INFORMATION SHOWN Block Start
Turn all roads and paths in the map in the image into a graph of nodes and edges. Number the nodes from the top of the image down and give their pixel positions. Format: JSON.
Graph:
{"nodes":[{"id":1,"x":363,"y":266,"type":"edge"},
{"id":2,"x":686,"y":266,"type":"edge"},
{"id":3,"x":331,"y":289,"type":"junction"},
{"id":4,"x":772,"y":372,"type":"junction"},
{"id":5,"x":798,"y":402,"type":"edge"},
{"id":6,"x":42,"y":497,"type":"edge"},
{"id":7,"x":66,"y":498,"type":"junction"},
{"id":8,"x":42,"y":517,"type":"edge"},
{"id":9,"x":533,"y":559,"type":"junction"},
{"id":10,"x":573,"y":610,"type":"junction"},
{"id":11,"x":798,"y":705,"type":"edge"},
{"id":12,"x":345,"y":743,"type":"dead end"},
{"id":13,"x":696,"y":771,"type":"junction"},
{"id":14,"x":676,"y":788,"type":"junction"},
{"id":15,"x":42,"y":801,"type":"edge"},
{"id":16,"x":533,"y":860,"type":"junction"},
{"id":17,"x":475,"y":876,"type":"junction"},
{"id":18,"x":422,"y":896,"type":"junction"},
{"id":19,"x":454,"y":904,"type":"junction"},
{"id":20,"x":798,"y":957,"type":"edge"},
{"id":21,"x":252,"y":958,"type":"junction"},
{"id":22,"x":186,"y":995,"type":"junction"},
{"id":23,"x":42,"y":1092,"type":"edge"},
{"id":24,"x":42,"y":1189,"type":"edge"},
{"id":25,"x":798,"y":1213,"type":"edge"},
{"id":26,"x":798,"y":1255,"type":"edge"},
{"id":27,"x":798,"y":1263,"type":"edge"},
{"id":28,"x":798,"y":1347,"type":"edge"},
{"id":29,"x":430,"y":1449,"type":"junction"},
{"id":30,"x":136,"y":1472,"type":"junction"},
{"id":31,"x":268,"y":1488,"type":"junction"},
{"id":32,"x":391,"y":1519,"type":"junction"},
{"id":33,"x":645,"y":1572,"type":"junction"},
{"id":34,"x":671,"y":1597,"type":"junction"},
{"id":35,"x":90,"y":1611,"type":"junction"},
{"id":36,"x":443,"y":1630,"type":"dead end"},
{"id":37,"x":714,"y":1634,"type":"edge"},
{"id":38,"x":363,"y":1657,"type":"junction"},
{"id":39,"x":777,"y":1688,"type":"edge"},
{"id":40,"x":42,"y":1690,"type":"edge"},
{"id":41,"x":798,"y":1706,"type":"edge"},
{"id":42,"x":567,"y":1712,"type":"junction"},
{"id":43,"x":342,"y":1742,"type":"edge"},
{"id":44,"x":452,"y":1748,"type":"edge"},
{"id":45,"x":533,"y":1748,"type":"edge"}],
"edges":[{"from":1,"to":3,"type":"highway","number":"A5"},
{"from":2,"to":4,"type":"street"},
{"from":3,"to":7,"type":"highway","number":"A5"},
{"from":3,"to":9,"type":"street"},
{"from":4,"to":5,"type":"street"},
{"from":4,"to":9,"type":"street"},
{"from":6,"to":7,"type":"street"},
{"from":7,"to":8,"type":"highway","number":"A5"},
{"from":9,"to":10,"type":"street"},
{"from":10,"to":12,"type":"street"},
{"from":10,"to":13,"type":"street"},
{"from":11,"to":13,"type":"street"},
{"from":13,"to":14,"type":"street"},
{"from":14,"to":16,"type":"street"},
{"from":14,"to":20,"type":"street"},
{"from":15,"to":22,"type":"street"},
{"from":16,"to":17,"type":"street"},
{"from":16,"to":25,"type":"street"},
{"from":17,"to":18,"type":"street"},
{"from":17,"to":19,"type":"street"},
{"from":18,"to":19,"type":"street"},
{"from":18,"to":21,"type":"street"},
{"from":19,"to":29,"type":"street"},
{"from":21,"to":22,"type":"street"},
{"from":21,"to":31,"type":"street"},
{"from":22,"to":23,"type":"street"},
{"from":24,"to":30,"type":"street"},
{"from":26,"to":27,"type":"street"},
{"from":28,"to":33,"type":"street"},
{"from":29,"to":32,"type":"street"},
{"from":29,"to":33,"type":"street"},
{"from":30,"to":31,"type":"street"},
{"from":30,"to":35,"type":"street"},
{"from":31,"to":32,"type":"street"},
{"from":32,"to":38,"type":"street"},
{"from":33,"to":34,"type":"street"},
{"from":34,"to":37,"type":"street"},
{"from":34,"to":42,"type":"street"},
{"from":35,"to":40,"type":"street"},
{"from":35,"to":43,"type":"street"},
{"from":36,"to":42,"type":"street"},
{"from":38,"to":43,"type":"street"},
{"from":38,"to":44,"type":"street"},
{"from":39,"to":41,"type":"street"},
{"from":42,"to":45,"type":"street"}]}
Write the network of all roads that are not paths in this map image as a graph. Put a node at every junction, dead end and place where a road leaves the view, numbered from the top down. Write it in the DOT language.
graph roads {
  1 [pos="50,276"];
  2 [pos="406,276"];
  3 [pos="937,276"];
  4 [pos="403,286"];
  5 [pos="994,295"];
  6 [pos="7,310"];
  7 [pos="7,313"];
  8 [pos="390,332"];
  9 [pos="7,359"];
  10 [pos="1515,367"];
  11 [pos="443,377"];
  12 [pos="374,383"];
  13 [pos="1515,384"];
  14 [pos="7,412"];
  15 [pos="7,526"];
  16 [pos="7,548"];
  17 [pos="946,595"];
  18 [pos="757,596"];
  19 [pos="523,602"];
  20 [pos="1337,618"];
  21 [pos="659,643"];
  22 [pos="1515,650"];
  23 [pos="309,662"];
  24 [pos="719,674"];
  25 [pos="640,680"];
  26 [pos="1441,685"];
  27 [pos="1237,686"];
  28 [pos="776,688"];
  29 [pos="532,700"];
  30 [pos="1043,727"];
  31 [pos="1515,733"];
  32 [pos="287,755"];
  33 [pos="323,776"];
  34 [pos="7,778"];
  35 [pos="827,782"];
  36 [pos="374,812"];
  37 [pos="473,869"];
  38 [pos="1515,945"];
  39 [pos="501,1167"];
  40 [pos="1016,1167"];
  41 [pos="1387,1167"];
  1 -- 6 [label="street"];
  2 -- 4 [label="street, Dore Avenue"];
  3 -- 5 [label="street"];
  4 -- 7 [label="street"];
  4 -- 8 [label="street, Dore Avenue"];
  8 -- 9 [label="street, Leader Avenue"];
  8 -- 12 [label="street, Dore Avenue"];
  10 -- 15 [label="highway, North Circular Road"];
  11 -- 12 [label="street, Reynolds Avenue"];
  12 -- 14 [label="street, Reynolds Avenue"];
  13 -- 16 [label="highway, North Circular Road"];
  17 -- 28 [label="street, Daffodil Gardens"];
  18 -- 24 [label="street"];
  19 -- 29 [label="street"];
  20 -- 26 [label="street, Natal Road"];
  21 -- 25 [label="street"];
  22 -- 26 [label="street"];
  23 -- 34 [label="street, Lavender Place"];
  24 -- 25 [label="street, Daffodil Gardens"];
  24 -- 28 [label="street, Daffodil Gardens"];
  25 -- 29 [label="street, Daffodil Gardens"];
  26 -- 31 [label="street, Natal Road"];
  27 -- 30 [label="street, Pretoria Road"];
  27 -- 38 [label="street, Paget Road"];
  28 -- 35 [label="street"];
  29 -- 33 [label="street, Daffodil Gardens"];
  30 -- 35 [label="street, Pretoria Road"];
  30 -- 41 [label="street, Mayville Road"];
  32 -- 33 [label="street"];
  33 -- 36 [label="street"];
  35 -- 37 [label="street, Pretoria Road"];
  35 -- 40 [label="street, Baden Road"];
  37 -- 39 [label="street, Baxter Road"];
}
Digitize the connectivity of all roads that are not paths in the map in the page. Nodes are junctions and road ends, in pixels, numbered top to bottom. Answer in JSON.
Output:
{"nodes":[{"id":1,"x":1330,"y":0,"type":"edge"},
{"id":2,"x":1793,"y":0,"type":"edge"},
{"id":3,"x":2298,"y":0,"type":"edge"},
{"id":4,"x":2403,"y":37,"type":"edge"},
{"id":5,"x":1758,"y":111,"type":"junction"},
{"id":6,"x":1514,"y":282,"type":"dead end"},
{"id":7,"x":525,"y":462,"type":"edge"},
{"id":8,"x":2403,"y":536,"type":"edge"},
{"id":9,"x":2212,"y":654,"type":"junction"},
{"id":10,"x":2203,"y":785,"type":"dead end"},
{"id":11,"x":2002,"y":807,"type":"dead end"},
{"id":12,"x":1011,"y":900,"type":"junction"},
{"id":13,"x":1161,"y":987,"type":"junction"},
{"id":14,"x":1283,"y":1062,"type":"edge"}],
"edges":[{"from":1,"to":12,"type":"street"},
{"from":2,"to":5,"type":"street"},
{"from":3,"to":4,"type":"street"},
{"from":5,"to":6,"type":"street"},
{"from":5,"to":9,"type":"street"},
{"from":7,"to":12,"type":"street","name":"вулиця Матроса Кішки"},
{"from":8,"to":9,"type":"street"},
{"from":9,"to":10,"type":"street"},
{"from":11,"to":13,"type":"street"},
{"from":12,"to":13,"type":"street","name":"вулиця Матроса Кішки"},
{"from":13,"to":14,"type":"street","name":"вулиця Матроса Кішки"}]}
INFORMATION SHOWN Block End
## WORK ITEM
If a line of the data contains "Avenue", copy it out.

## TASK ANSWER
  2 -- 4 [label="street, Dore Avenue"];
  4 -- 8 [label="street, Dore Avenue"];
  8 -- 9 [label="street, Leader Avenue"];
  8 -- 12 [label="street, Dore Avenue"];
  11 -- 12 [label="street, Reynolds Avenue"];
  12 -- 14 [label="street, Reynolds Avenue"];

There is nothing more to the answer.